The given integral is:

$I = \int_{-1}^{1} [\arcsin(u)]^2 \, du$

Symmetry of the function:

The function $[\arcsin(u)]^2$ is an even function because $\arcsin(-u) = -\arcsin(u)$, and squaring this makes it an even function. This simplifies the integral since the limits are symmetric around zero:

$I = 2 \int_{0}^{1} [\arcsin(u)]^2 \, du$

Now, let's solve this integral:

We can solve this integral using integration by parts.

Let:

• $v = [\arcsin(u)]^2$, so $dv = 2 \arcsin(u) \cdot \frac{1}{\sqrt{1 - u^2}} du$
• $du = du$

We'll also need to perform additional steps to fully evaluate this. Let me calculate the solution.

The value of the integral is:

$\int_{-1}^{1} [\arcsin(u)]^2 \, du = -4 + \frac{\pi^2}{2}$

Would you like more details or have any questions?

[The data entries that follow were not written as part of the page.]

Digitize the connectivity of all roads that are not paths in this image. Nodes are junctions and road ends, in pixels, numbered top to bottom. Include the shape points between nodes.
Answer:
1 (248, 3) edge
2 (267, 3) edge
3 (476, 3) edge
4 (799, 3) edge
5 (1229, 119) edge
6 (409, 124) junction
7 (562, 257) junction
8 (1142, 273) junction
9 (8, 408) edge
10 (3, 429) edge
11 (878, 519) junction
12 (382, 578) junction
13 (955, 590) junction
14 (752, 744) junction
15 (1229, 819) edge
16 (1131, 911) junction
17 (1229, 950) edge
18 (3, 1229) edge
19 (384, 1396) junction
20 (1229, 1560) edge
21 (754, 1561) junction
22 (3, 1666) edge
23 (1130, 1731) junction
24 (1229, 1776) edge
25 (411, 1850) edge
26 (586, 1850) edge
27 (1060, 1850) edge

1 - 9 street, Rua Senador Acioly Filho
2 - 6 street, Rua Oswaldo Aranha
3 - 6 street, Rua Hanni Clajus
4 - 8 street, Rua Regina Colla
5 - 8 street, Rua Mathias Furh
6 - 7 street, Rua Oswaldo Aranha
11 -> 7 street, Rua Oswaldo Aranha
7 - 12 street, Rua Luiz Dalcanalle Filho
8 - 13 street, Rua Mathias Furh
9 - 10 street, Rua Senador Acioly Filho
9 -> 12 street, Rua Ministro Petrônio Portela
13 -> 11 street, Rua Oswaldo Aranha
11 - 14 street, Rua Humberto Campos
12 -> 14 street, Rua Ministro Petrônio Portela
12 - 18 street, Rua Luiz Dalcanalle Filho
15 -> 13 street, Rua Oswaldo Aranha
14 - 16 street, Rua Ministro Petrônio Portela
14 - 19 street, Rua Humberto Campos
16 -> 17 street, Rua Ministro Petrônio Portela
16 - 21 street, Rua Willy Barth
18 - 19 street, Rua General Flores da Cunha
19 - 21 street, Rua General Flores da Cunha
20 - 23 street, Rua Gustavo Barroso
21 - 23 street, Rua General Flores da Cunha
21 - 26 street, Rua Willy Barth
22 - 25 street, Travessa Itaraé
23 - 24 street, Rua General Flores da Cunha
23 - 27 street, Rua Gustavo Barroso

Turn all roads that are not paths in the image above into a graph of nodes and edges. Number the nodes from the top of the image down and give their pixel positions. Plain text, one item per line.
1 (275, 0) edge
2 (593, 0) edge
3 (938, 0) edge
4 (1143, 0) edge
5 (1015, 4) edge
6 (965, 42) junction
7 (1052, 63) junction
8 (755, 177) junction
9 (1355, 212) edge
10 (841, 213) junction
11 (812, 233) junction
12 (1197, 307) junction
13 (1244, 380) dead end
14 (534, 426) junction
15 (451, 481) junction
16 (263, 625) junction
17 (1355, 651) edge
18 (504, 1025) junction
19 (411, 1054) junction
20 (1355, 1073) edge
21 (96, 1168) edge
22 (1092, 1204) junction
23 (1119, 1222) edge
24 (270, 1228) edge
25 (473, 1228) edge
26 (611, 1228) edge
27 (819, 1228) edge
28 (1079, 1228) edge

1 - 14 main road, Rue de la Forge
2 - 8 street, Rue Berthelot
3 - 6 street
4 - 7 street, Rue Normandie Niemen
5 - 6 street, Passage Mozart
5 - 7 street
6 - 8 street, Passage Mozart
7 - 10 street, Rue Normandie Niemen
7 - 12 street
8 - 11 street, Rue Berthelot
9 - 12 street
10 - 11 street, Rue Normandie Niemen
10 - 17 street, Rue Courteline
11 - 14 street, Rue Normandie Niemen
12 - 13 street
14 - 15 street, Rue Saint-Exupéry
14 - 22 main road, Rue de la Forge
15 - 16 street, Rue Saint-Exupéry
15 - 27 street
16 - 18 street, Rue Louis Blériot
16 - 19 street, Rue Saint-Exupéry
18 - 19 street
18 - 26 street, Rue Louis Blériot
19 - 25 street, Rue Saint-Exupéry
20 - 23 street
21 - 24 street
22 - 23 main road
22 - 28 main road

Here are five related questions you might find interesting:

1. What is the geometric interpretation of the $\arcsin(u)$ function?
2. How does the symmetry of a function affect definite integrals?
3. Can we use integration by parts to solve more complex trigonometric integrals?
4. How can we evaluate integrals with non-elementary functions like $\arcsin(u)$?
5. What are the properties of inverse trigonometric functions like $\arcsin(u)$?

Tip: When dealing with even functions and symmetric limits, you can often simplify the problem by integrating over half the interval and multiplying by 2.